[[ Records provided, beginning ]]

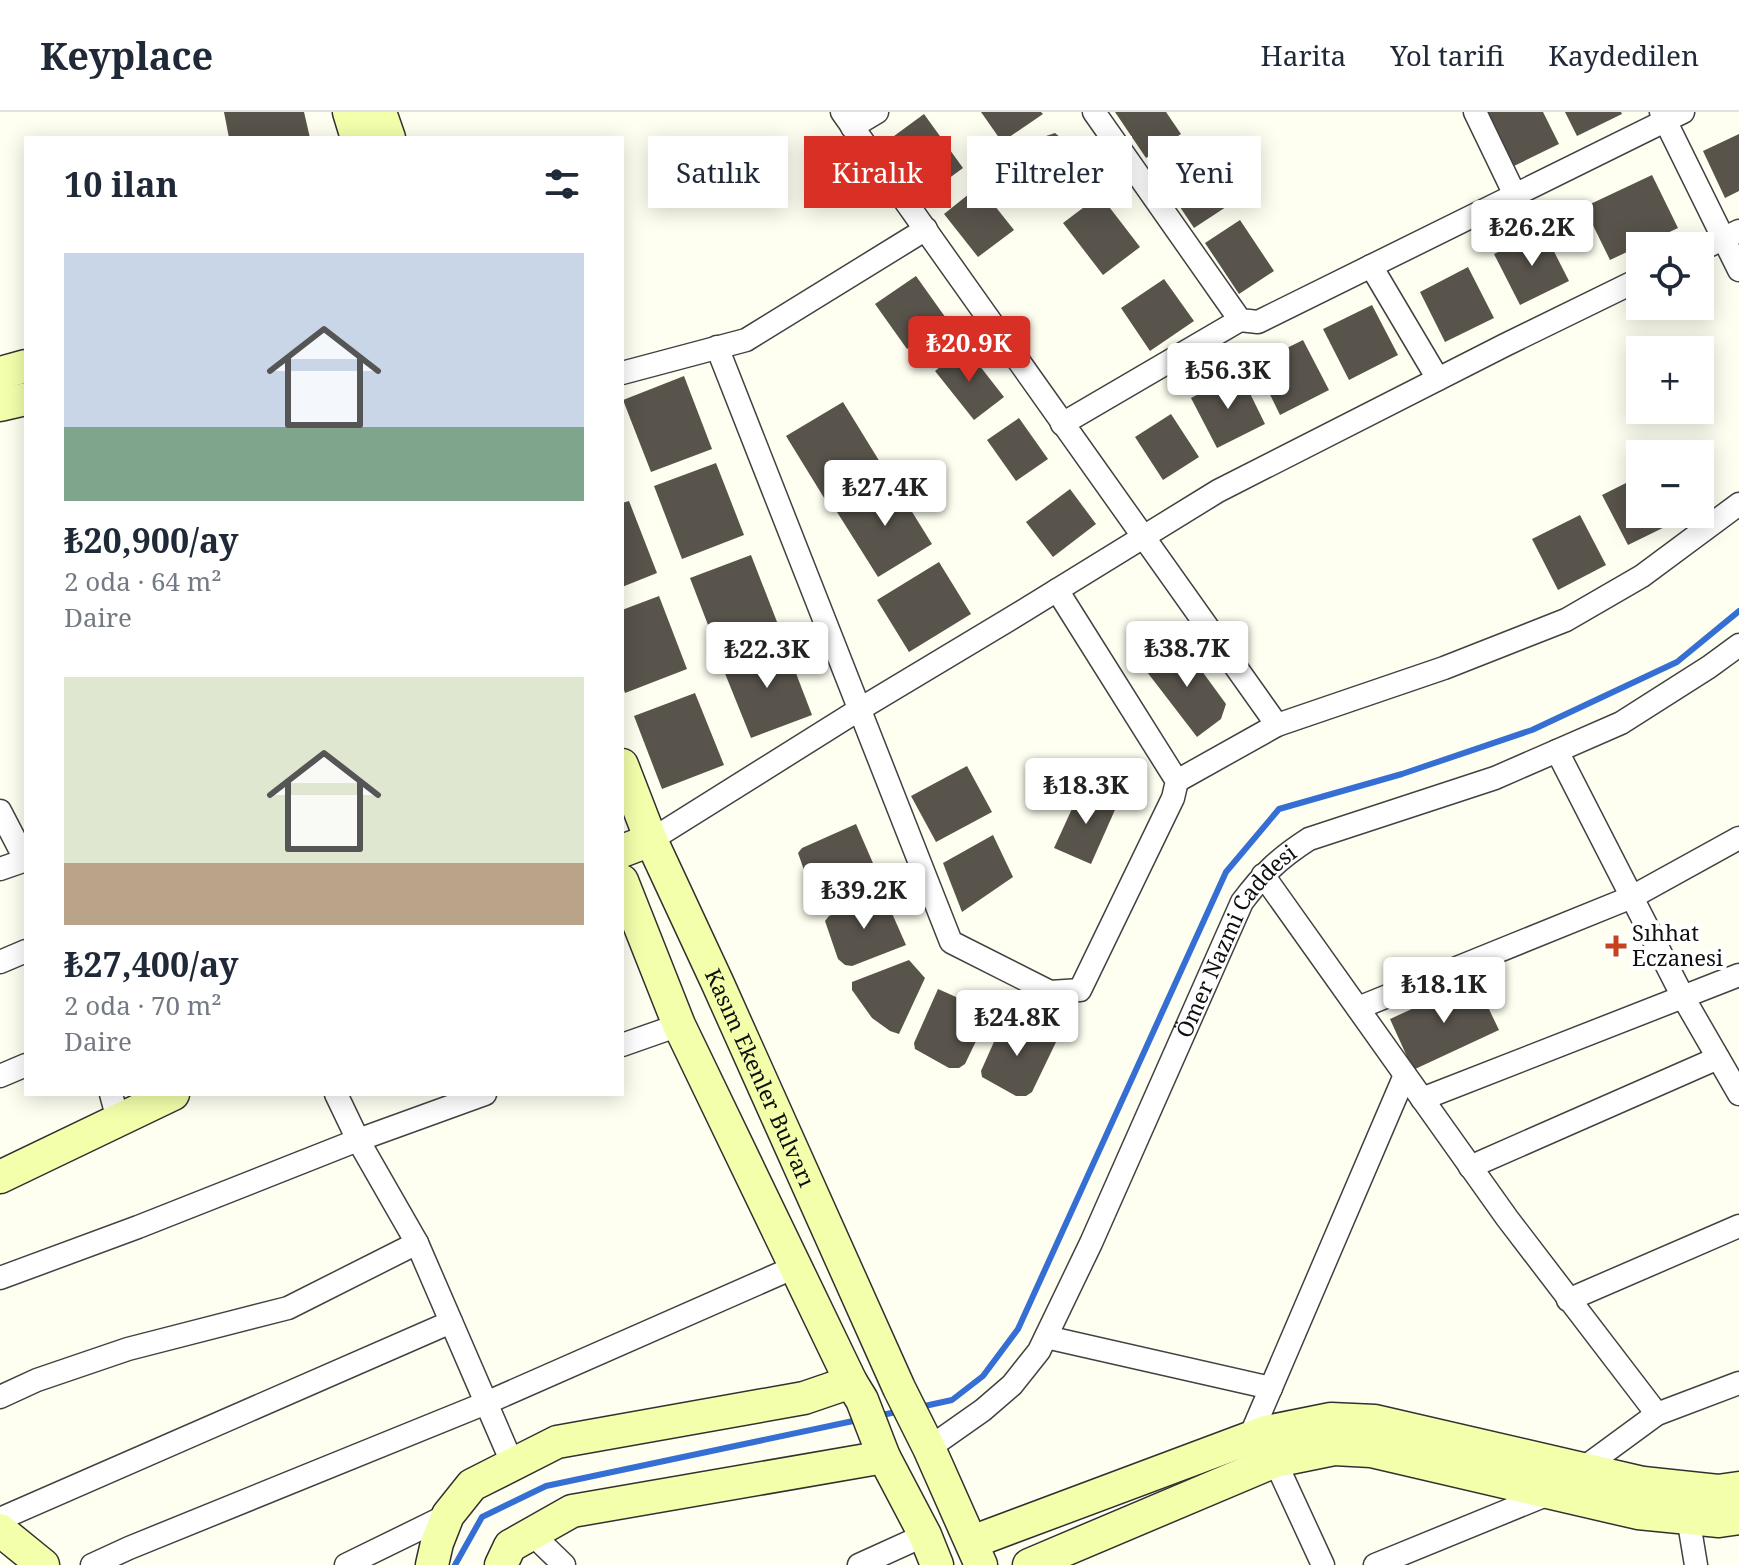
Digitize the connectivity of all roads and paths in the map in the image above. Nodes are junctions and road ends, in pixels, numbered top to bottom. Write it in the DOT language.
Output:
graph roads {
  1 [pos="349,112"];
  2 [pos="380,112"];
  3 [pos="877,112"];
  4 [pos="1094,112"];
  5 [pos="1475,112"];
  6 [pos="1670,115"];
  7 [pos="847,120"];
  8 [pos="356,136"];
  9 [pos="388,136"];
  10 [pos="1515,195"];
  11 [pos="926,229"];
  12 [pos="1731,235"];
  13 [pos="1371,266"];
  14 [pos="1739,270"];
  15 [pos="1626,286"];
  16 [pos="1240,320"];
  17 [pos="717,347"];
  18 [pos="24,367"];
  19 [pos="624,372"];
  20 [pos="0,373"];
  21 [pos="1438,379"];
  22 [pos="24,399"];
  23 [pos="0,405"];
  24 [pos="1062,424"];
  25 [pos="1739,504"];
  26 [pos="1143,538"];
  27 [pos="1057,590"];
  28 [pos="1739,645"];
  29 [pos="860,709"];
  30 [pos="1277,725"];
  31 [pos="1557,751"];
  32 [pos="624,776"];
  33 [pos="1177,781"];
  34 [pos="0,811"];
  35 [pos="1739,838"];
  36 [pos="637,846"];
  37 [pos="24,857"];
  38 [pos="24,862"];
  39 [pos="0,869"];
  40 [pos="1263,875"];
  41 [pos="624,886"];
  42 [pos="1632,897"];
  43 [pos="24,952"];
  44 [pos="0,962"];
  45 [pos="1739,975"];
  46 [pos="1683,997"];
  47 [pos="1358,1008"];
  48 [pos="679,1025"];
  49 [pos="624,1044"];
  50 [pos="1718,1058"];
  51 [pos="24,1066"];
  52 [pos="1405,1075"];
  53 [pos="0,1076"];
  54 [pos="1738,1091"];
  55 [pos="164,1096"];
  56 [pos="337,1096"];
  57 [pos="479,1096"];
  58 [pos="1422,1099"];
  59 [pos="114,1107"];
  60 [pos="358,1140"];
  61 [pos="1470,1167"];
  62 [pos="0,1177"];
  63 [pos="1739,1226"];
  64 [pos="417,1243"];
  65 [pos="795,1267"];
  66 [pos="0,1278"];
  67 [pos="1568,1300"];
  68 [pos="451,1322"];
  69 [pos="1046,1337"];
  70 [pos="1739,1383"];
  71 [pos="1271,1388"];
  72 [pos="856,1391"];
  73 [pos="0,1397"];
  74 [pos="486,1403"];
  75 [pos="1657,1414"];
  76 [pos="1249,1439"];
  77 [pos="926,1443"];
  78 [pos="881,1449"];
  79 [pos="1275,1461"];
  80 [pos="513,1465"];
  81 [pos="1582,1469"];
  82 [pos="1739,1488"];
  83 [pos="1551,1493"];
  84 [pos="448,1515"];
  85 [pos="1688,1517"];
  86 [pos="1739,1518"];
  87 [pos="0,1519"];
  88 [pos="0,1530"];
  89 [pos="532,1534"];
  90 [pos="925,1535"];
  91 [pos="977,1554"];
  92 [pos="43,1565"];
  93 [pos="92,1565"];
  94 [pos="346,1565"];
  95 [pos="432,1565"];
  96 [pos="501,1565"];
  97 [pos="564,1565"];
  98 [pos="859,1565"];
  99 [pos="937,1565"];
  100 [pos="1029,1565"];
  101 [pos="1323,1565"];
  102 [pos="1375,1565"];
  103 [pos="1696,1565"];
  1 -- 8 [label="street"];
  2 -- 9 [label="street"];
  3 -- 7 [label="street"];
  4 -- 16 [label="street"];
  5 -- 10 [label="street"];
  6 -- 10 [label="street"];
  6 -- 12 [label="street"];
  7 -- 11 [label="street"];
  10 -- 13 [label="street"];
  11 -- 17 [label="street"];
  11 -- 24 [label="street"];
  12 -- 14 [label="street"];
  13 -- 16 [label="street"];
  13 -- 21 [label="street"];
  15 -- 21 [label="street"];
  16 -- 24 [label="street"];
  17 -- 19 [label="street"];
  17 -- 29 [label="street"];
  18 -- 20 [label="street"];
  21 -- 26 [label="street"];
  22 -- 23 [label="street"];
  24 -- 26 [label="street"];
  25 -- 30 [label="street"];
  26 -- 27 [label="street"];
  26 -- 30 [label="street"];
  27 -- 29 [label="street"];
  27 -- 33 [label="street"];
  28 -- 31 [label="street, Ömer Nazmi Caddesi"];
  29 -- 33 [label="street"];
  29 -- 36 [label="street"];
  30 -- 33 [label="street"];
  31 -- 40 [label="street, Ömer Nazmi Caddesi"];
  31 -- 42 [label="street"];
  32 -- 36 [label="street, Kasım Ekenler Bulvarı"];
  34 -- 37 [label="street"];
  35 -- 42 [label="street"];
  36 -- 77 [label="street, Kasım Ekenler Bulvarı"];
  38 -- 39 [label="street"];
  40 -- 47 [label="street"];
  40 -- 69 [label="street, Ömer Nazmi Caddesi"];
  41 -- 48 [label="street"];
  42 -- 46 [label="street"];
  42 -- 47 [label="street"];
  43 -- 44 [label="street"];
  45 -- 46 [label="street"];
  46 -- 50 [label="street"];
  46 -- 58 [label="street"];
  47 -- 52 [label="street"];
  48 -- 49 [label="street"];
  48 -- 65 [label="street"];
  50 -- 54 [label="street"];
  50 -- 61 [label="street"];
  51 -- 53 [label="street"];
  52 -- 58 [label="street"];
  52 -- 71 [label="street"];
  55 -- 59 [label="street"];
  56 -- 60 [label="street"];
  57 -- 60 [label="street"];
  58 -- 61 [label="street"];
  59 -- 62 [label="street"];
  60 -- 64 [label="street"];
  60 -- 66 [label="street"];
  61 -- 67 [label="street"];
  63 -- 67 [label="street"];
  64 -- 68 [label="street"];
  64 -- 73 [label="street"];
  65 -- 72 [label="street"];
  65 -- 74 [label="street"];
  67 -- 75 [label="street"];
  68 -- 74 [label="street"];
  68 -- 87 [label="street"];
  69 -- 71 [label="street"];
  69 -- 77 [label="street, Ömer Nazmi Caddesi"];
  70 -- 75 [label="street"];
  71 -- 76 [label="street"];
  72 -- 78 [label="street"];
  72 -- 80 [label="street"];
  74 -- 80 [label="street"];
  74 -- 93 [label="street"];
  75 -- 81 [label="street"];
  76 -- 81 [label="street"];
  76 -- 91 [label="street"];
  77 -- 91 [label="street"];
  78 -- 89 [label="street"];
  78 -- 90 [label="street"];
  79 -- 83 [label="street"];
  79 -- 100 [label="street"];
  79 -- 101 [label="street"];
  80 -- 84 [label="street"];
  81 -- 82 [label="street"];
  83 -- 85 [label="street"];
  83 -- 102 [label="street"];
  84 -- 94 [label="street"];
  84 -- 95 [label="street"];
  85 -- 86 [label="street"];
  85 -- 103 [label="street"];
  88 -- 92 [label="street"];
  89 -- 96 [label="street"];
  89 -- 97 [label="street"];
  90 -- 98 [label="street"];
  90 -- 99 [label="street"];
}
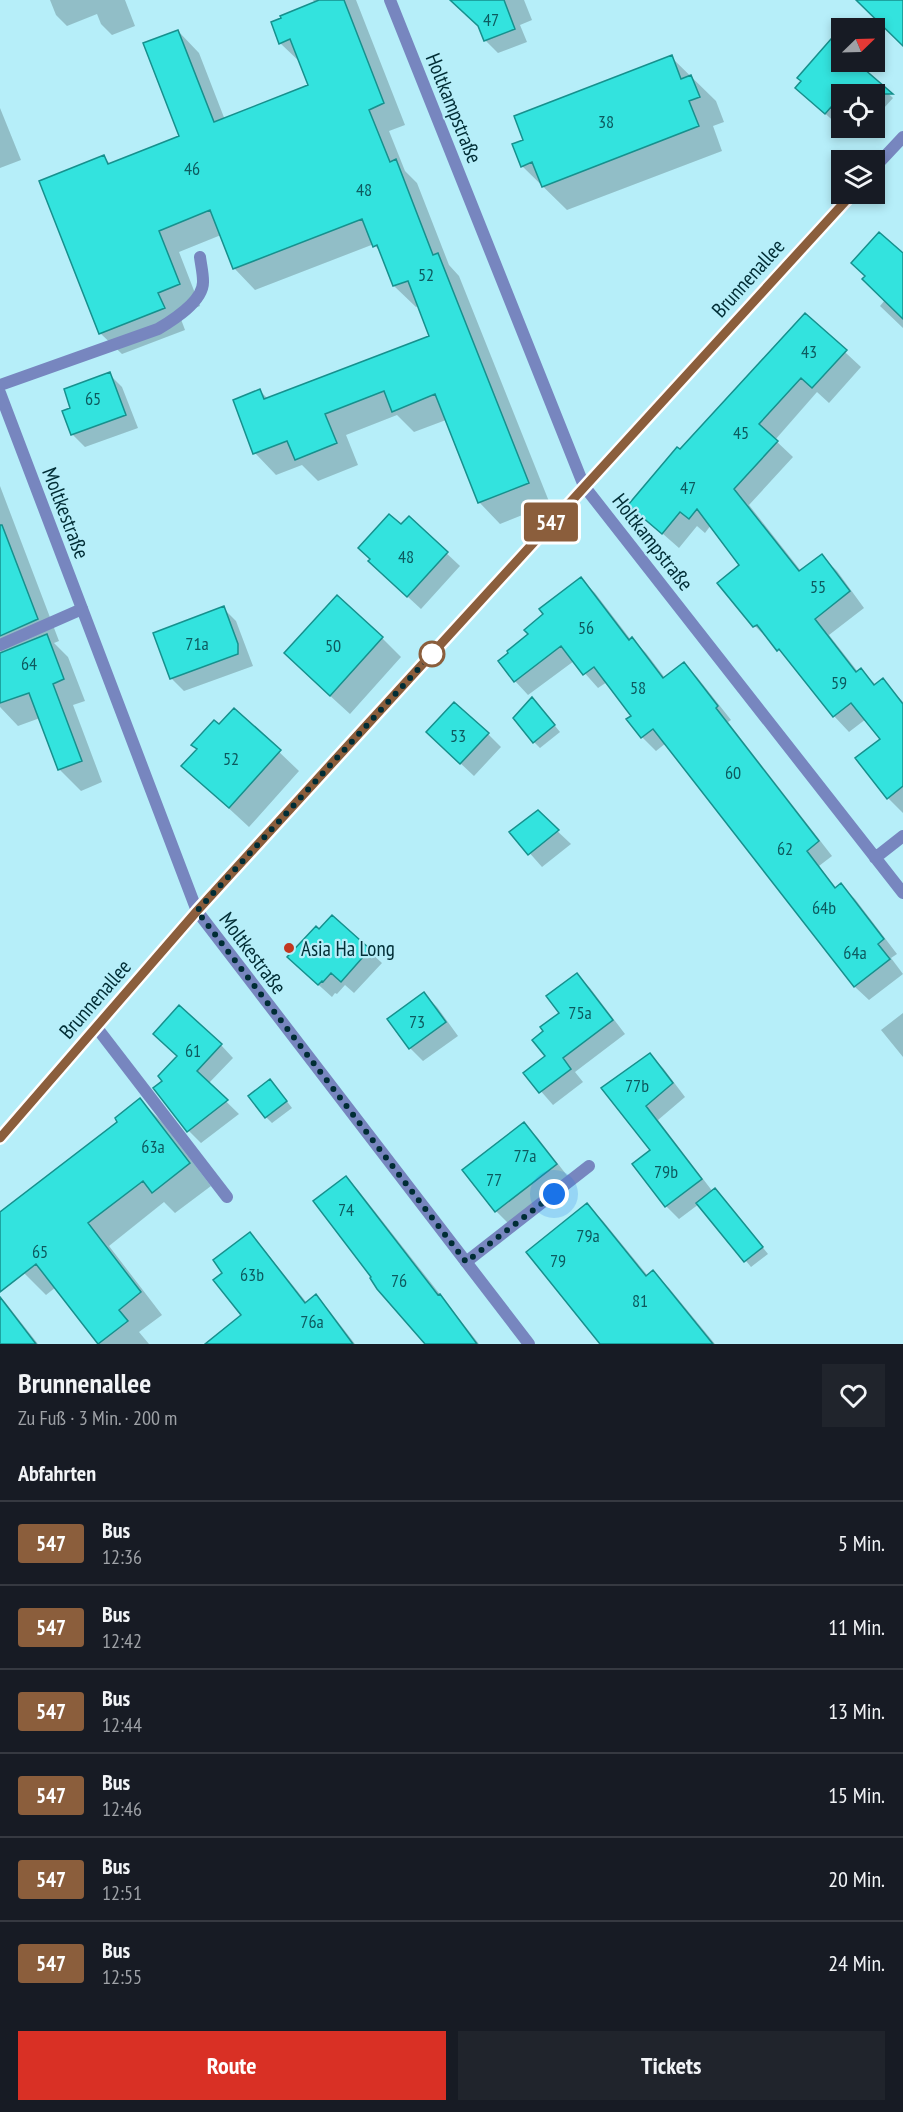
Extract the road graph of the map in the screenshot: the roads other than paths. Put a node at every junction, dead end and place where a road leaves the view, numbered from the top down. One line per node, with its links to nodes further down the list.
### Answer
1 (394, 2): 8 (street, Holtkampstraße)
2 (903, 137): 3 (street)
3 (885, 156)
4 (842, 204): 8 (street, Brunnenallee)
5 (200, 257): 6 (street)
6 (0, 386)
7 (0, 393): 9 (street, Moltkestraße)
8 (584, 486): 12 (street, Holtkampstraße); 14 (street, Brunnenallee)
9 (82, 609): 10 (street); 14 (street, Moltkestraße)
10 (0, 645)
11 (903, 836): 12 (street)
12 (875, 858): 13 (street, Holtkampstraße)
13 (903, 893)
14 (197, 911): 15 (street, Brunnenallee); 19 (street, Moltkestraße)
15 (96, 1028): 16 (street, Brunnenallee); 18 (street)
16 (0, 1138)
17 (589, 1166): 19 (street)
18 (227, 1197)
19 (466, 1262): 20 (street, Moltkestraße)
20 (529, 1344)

[[ Records provided, end ]]

What is required
Each line of the entries that contains the word "Caddesi" should be listed.

Problem solution
  28 -- 31 [label="street, Ömer Nazmi Caddesi"];
  31 -- 40 [label="street, Ömer Nazmi Caddesi"];
  40 -- 69 [label="street, Ömer Nazmi Caddesi"];
  69 -- 77 [label="street, Ömer Nazmi Caddesi"];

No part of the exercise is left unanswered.